Joel Birch schrieb:
> On 01/02/2007, at 1:48 PM, John Resig wrote:
>> innerHTML works just fine on XHTML pages - jQuery.com is XHTML.
> 
> Ah yes, I meant XHTML served as XML not text/html. Are you saying  
> that innerHTML works even when served as an application of XML? If  
> so, I stand gratefully corrected.
> Joel.

It is a common misunderstanding amongst web developers that using an 
XHTML Doctype on top of a document makes it XHTML. It's not, it's 
actually still HTML with some weird slashes here and there where they 
don't belong. The document will still be parsed by the HTML tag soup parser.

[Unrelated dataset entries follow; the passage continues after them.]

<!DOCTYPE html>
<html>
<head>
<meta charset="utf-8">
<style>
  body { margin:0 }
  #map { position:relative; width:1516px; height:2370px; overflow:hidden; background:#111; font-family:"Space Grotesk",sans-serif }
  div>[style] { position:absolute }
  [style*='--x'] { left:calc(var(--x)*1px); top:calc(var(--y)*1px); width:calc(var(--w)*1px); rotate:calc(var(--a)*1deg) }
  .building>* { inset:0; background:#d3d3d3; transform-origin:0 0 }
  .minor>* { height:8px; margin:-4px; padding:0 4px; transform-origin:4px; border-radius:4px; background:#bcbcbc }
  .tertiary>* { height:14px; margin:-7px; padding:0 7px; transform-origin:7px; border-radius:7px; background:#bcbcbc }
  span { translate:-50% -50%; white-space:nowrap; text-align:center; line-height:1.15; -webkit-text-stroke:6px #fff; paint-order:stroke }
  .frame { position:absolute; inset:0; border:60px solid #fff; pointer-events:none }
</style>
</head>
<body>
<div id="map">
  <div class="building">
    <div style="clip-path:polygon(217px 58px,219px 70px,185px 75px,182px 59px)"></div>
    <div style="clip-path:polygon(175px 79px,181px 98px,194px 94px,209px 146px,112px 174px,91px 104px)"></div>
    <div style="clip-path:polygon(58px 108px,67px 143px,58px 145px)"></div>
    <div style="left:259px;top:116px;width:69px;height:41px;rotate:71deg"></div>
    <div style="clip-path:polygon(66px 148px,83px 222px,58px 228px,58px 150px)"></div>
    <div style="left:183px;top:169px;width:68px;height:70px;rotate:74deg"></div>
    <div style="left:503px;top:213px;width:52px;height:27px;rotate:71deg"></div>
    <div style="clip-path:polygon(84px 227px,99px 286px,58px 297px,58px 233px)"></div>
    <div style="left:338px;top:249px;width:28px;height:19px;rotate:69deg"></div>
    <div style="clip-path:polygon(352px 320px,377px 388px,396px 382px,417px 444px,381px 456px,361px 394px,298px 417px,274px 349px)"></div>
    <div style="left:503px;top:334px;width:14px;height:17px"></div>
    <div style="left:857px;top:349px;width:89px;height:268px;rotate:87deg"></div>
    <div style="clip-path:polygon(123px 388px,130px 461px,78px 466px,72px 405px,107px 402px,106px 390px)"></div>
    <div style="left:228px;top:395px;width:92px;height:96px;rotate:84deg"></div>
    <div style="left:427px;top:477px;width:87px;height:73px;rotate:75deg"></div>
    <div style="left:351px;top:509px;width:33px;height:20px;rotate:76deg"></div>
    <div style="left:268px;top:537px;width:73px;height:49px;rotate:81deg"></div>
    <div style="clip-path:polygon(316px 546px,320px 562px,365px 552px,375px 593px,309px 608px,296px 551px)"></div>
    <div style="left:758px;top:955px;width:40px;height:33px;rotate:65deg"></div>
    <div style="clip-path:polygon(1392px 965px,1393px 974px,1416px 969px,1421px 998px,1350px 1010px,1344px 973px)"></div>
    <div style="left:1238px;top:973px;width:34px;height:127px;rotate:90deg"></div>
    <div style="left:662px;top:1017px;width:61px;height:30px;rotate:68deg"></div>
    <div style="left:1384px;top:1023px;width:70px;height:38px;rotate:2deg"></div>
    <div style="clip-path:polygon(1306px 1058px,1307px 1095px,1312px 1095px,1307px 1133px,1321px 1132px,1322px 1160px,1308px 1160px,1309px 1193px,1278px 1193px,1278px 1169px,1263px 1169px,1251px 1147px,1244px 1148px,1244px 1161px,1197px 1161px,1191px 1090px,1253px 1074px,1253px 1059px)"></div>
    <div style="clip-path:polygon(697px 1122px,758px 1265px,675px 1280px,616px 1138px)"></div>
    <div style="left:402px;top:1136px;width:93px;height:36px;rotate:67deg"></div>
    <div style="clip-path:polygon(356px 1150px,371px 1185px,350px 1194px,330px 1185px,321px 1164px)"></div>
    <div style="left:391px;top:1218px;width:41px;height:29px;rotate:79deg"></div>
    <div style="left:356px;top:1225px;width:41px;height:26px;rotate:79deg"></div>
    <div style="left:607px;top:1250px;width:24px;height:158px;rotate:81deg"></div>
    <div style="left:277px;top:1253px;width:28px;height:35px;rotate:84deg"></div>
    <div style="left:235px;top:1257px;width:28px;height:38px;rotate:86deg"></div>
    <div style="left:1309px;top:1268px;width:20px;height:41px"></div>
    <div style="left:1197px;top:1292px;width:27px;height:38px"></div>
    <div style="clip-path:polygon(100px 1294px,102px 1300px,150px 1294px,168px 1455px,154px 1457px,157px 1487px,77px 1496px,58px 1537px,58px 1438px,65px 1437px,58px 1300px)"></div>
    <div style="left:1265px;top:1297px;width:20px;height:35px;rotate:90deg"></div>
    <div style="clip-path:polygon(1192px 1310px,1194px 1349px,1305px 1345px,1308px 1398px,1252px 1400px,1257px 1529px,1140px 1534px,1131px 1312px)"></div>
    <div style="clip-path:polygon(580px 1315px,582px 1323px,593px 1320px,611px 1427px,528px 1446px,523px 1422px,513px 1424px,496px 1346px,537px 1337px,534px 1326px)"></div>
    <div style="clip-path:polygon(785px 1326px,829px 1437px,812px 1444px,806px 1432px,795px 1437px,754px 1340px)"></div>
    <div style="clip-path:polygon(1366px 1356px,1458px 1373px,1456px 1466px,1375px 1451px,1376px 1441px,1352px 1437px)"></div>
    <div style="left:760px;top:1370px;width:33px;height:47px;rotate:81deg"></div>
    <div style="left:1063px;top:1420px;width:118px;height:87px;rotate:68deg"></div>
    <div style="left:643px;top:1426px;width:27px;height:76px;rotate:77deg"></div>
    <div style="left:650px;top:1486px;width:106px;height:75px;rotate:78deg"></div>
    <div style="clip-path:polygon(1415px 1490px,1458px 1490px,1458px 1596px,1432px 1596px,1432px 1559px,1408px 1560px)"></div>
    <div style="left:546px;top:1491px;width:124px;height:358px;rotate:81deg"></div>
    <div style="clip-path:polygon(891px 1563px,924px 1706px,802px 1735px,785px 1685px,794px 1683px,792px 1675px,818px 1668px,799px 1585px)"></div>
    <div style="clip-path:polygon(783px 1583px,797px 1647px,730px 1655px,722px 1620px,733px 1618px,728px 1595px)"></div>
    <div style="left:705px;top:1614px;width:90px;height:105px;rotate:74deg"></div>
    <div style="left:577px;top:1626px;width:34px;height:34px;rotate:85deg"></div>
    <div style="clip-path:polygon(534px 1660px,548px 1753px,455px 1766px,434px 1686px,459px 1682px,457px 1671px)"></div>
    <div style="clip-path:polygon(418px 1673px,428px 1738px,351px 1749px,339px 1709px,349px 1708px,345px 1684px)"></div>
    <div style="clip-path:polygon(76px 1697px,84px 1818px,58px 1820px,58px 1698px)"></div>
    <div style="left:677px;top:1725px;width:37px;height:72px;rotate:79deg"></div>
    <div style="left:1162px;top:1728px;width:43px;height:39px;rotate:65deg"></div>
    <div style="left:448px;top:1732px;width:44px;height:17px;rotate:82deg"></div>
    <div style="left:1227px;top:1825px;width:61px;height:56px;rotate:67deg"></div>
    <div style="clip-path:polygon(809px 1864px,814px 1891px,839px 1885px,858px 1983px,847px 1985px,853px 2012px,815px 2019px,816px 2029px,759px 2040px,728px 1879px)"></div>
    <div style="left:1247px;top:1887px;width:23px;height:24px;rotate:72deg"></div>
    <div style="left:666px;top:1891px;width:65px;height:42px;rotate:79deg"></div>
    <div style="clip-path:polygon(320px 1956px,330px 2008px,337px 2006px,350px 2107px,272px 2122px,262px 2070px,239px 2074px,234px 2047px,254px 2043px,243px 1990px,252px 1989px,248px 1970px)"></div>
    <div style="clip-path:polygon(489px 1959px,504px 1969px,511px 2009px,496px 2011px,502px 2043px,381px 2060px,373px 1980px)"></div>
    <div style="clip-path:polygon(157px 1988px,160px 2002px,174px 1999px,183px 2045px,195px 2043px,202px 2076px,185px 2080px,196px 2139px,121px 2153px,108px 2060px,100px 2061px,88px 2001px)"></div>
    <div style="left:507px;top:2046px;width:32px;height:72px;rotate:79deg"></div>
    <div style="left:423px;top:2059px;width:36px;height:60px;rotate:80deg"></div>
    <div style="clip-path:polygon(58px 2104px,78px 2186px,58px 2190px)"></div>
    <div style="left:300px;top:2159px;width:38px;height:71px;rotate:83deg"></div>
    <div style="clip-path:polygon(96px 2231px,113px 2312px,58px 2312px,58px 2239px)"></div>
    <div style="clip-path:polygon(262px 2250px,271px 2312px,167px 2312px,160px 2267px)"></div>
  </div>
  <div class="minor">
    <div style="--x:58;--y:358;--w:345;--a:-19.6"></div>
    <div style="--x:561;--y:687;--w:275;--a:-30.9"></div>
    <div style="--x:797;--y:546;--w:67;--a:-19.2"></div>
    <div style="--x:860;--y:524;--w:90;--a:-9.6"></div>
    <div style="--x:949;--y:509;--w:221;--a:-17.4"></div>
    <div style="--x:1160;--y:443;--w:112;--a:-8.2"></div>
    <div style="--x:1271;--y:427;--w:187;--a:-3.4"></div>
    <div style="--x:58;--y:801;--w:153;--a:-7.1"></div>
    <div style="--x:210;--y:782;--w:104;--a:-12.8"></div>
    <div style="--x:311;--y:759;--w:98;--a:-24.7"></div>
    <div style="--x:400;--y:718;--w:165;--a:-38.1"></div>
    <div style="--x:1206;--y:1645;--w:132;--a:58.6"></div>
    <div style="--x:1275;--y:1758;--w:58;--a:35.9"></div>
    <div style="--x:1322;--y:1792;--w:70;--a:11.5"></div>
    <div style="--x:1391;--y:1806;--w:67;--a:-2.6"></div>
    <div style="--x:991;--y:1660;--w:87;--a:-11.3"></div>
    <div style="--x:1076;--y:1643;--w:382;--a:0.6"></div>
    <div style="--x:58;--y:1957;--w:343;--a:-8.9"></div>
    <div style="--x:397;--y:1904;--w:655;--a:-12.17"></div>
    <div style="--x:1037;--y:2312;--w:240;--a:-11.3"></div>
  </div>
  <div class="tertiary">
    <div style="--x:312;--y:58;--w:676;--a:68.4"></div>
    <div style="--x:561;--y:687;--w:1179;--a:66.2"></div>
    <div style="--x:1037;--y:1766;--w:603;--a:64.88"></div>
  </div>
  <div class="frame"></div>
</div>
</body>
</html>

The reason why this works at all is that the HTML parsers are pretty 
error prone and will ignore these slashes. Nonetheless the W3C 
recommends to follow the HTML Compatibility Guidelines when using XHTML 
but serving it as text/html:
http://www.w3.org/TR/xhtml1/guidelines.html

But then people even put an XML declaration on top and serve it as 
text/html...

To sum it up: "MIME types matter; DOCTYPEs don't" (Anne van Kesteren, 
http://annevankesteren.nl/2004/07/mime).

If you're serving as text/html it is always HTML. If you're serving as 
application/xhtml+xml it's XHTML. I do that as an exercise on my own 
blog. Beware of draconian error handling and some subtle but important 
differences for style sheets and DOM scripting.

With IE 7 not supporting true XHTML I consider XHTML pretty dead for at 
least the next few years. And have started to switch back to HTML 4 Strict.